一方、「始業式の日に生徒全員の名前を覚えた」「英語の発音に厳しかった」「手紙を出すと必ず返事がきた」など、熱心な教師像も浮かぶ。学科では英語、国語、作文を習った人が多い。作文については「美辞麗句を嫌い、平易でわかりやすい文章を好んだ」という。人気者ゆえか「音楽の先生と仲が良かった」と生徒の興味をそそった面もあったようだ。また死の前年のころの生徒は「弱々しい印象だった」と感じていた。中には「怖い」「厳しい」などの記憶を持つ人もあった。もっとも60年も前のこと、当たり前だが、記憶違いなどの可能性も考慮しなければならないだろう。
生徒たちとは書簡のやりとりも頻繁だった。その多くは半田市の新美南吉記念館に寄贈・保存されているが、今回の調査で初めて公開された葉書が一通ある。

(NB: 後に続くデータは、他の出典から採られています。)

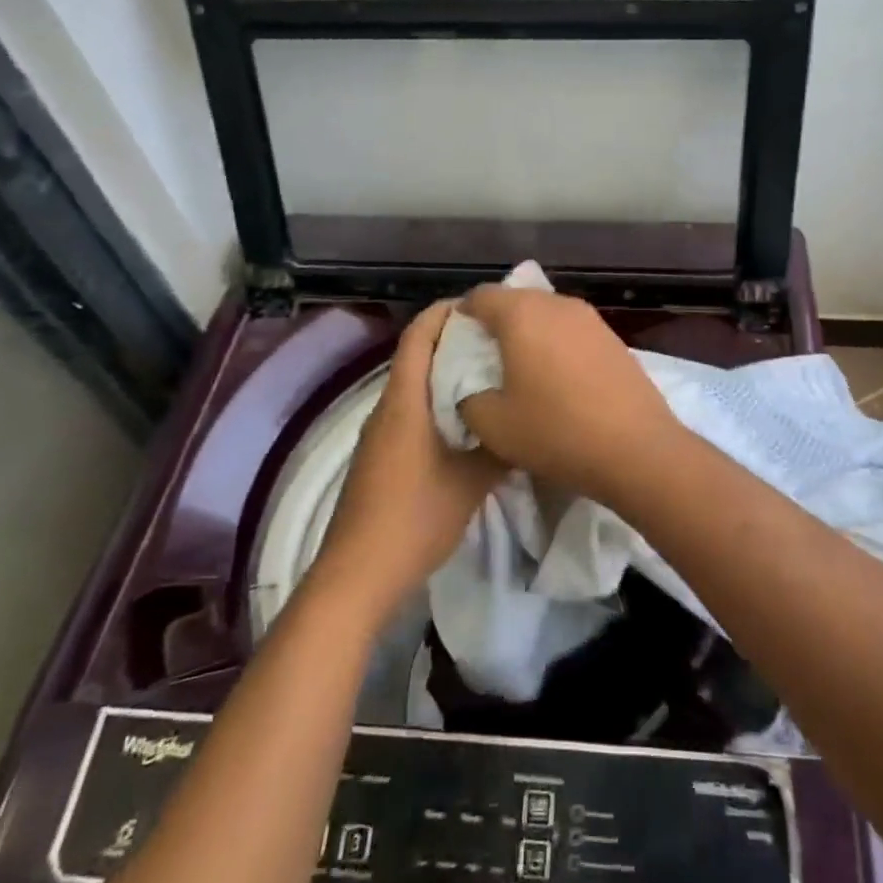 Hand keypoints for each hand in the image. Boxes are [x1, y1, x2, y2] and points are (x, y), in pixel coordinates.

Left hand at [311, 302, 503, 620]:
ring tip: (490, 375)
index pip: (419, 335)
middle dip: (453, 340)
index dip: (446, 312)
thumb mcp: (471, 482)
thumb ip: (499, 447)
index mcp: (405, 401)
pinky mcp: (380, 455)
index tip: (482, 307)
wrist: (358, 574)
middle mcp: (387, 407)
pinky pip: (410, 410)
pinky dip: (436, 401)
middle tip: (498, 341)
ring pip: (414, 385)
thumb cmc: (415, 518)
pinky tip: (467, 421)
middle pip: (416, 355)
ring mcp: (379, 433)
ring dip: (446, 373)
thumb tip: (524, 423)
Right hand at [456, 286, 685, 503]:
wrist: (636, 449)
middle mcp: (556, 304)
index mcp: (521, 314)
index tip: (458, 348)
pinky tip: (557, 379)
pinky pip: (570, 330)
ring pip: (545, 314)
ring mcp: (590, 318)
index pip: (480, 296)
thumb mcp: (492, 424)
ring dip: (528, 334)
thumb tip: (469, 384)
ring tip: (521, 372)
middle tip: (485, 362)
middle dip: (495, 325)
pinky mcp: (612, 337)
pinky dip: (556, 345)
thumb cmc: (556, 431)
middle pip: (514, 300)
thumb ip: (466, 395)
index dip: (462, 318) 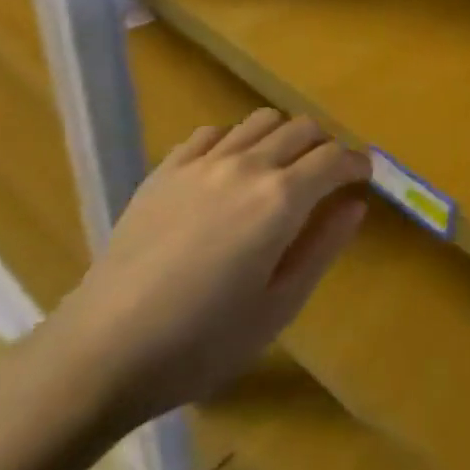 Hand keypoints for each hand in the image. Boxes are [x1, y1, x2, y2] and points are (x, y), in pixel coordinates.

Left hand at [52, 110, 367, 431]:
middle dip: (325, 145)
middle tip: (328, 176)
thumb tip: (355, 204)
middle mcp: (246, 165)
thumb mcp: (279, 305)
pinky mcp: (166, 169)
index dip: (357, 163)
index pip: (334, 158)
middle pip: (301, 128)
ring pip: (259, 120)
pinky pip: (213, 132)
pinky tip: (229, 171)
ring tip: (281, 169)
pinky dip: (235, 141)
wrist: (105, 348)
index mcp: (280, 199)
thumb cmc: (203, 341)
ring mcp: (201, 162)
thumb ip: (323, 246)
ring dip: (283, 136)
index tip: (364, 176) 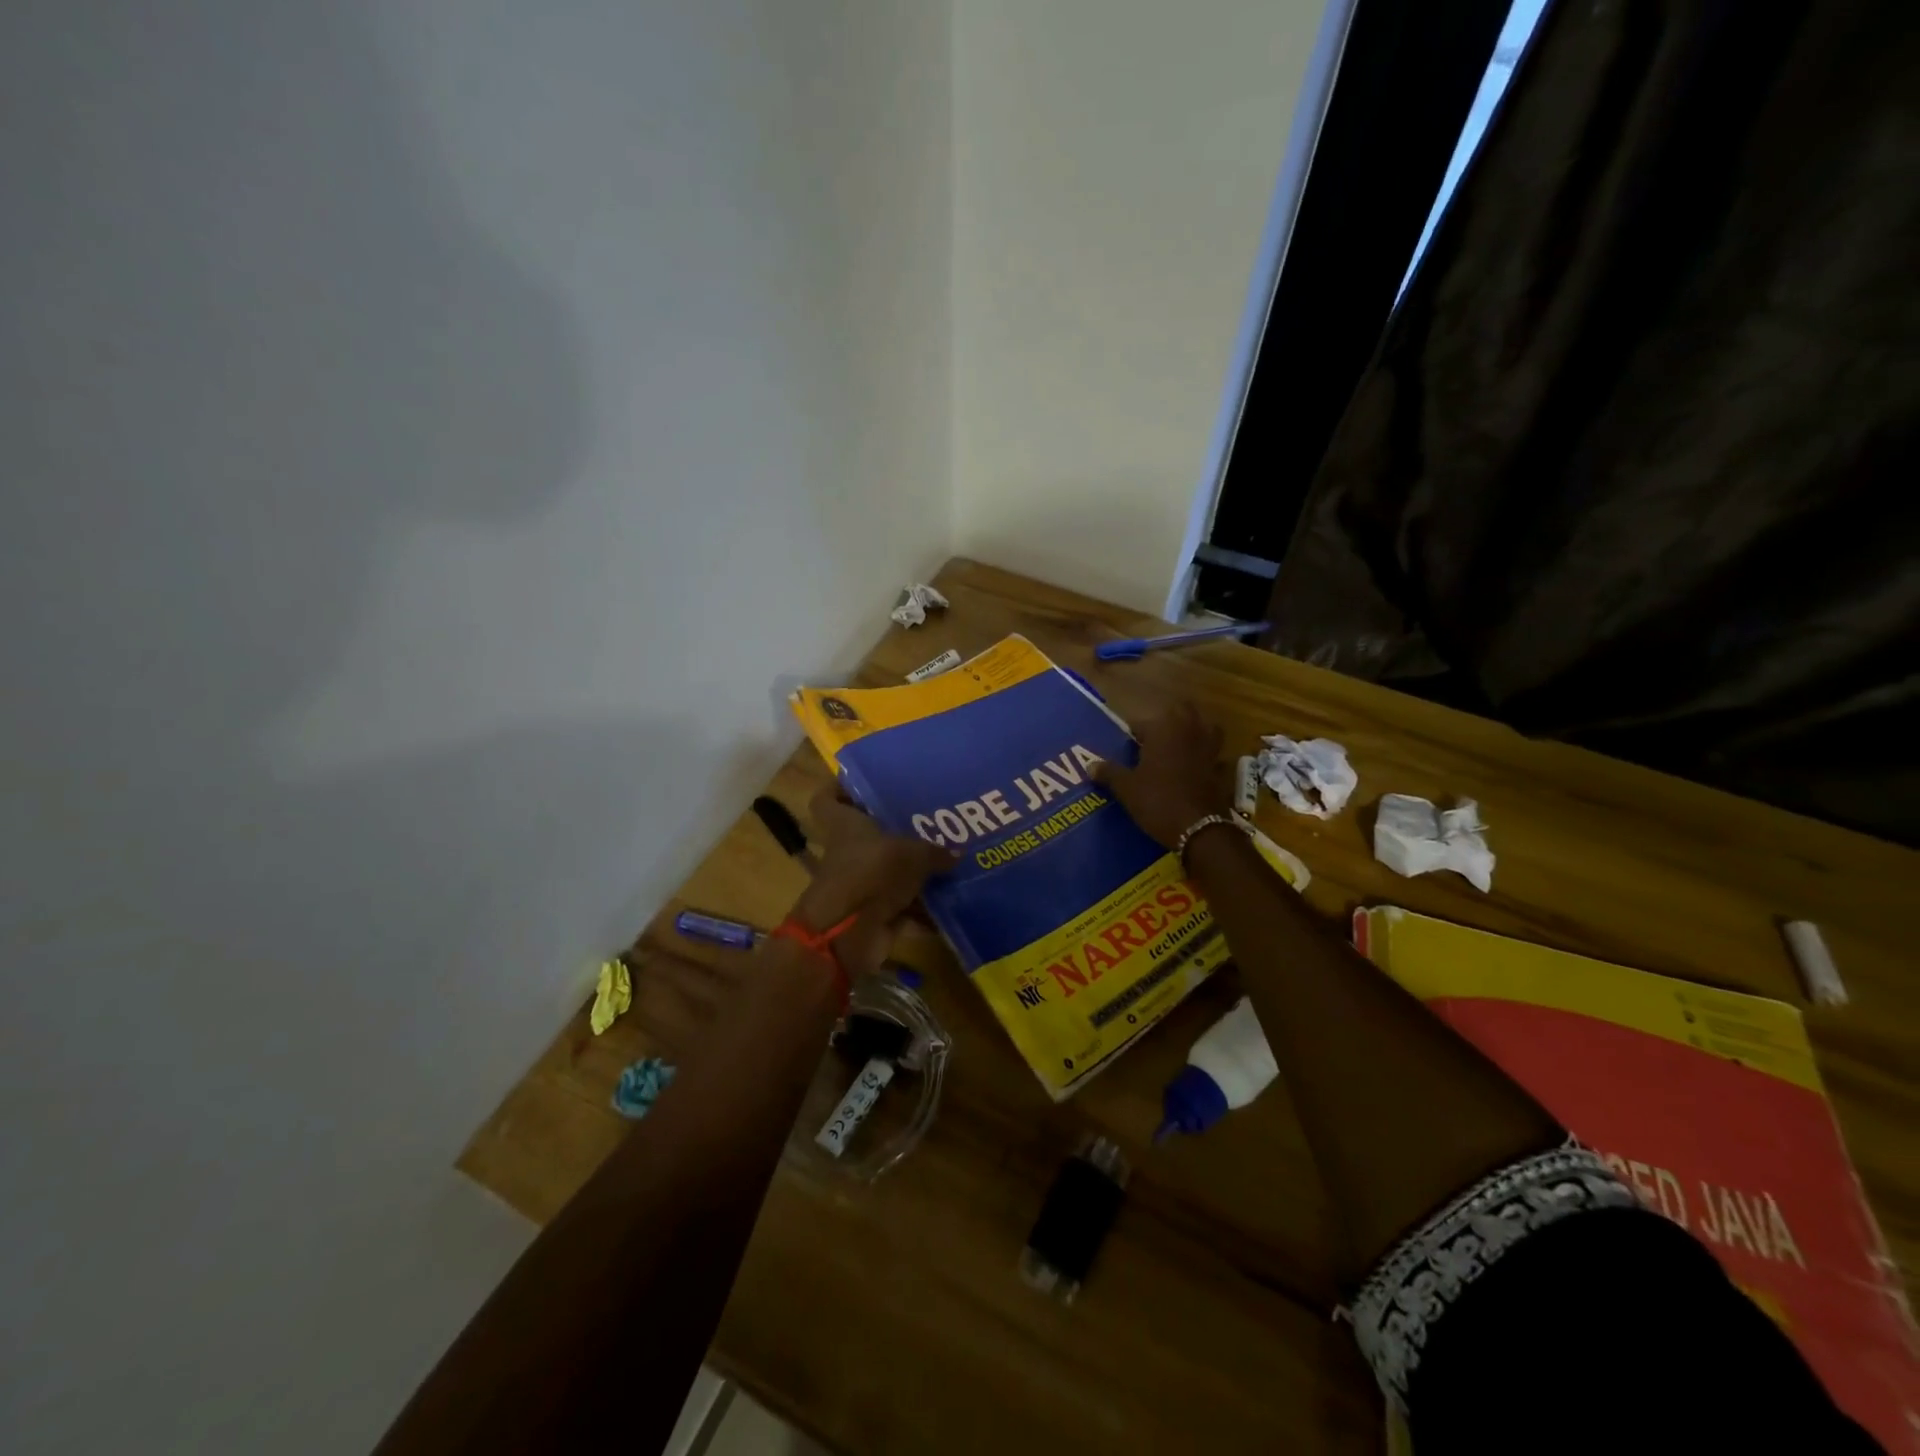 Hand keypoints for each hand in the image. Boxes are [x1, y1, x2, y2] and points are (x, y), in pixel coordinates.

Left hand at [791, 786, 955, 975]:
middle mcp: (850, 852)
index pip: (828, 799)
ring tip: (953, 858)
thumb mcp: (911, 854)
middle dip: (899, 830)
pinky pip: (905, 905)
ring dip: (917, 871)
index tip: (866, 782)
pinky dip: (925, 907)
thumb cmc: (872, 874)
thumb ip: (935, 852)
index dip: (840, 788)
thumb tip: (958, 852)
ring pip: (891, 871)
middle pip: (869, 835)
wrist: (848, 935)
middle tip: (932, 819)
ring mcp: (862, 884)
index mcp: (845, 825)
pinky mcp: (874, 914)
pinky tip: (954, 898)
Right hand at [1092, 701, 1228, 849]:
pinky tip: (1198, 768)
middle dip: (1170, 719)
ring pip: (1207, 728)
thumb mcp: (1126, 789)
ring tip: (1179, 745)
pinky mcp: (1221, 768)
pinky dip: (1209, 757)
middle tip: (1153, 738)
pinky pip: (1216, 755)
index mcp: (1164, 730)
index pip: (1144, 722)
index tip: (1126, 745)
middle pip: (1183, 711)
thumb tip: (1090, 765)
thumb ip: (1109, 773)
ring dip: (1195, 731)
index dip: (1134, 732)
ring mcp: (1210, 749)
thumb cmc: (1157, 800)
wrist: (1198, 828)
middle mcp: (1190, 732)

「やさしいこゝろのこもったお見舞い状をありがたう読んでわたしの心があたゝめられるやうな気がしました」
20歳代とはおもえない老成した字で、身体を案じてくれた生徒への感謝をつづっている。

調査は安城市の読書グループ「新美南吉に親しむ会」が行った。77年に発足し、作品を読んで南吉を深く知ろうと勉強している。アンケートは、南吉が在籍していた時期に同校で学んだ16回生から24回生までの531人を調査対象にした。4年間担任を務め、南吉と接する機会の多かった19回生の調査は過去に行われたこともあったが、教え子全員を対象にしたのは初めて。同窓会名簿を頼りにアンケートを送り、4割近くの回答があった。その後、30人ほどに直接会って話を聞いた。南吉の書いた通知表、評言の入った作文帳などを寄贈してくれた人たちもいた。私としては、所在不明になっている南吉直筆の画帖を見つけられなかったことは心残りだった。

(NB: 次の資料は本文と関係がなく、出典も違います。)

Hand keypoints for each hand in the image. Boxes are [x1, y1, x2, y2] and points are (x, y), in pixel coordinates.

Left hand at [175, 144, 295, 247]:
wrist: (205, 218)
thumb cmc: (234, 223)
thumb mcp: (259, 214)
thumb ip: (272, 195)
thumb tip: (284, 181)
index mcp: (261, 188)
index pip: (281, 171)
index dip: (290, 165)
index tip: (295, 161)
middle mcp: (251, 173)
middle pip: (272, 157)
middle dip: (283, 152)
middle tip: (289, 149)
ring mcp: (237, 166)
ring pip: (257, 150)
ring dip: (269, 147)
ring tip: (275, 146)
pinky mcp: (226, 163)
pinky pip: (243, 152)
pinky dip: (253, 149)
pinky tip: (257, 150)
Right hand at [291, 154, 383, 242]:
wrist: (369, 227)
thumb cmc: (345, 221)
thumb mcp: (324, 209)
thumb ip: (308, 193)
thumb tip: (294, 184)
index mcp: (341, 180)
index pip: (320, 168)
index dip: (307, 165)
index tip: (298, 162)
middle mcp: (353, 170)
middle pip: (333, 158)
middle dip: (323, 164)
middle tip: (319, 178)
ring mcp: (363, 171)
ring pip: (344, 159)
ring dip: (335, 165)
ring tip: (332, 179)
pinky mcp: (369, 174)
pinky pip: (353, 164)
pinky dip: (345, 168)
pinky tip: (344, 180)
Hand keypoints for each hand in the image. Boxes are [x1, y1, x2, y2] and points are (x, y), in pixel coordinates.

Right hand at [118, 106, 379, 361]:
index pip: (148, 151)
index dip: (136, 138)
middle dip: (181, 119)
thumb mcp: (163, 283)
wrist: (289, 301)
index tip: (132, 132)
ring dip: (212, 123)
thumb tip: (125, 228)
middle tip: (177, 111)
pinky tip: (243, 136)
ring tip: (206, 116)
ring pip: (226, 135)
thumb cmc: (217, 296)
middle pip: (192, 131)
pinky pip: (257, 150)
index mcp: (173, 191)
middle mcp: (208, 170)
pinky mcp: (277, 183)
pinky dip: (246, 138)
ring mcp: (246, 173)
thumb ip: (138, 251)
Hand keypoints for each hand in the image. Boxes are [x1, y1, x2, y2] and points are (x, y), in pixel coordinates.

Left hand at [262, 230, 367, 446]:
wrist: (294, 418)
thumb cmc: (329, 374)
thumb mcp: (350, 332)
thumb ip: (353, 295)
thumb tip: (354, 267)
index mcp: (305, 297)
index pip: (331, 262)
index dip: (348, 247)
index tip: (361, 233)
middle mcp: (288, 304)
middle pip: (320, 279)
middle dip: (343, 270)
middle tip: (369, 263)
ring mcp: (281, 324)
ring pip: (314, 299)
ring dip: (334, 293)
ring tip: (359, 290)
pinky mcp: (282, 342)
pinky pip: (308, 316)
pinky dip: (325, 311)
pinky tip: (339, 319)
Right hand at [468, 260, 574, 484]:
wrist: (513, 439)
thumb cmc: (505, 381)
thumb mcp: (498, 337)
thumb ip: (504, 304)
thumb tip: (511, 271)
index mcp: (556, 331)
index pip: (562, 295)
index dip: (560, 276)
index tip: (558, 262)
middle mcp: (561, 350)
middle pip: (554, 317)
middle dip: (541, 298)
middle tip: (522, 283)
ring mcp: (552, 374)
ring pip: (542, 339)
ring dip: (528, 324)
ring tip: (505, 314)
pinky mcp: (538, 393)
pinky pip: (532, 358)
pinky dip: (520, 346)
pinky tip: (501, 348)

20数年前、図書館でふと手にした全集で南吉の日記を読み、これがきっかけで私は南吉に関心をもつようになった。他人に対する好き嫌い、我が才能への自負と悲観、世間へ向けた批判と好奇心など、己の性質、感情をありのまま書き残した日記に、私は深い共感と言い知れぬ親しみを覚えるのである。南吉作品は今またブームになっている。後世まで南吉の作品と足跡を伝えていきたいものだと思う。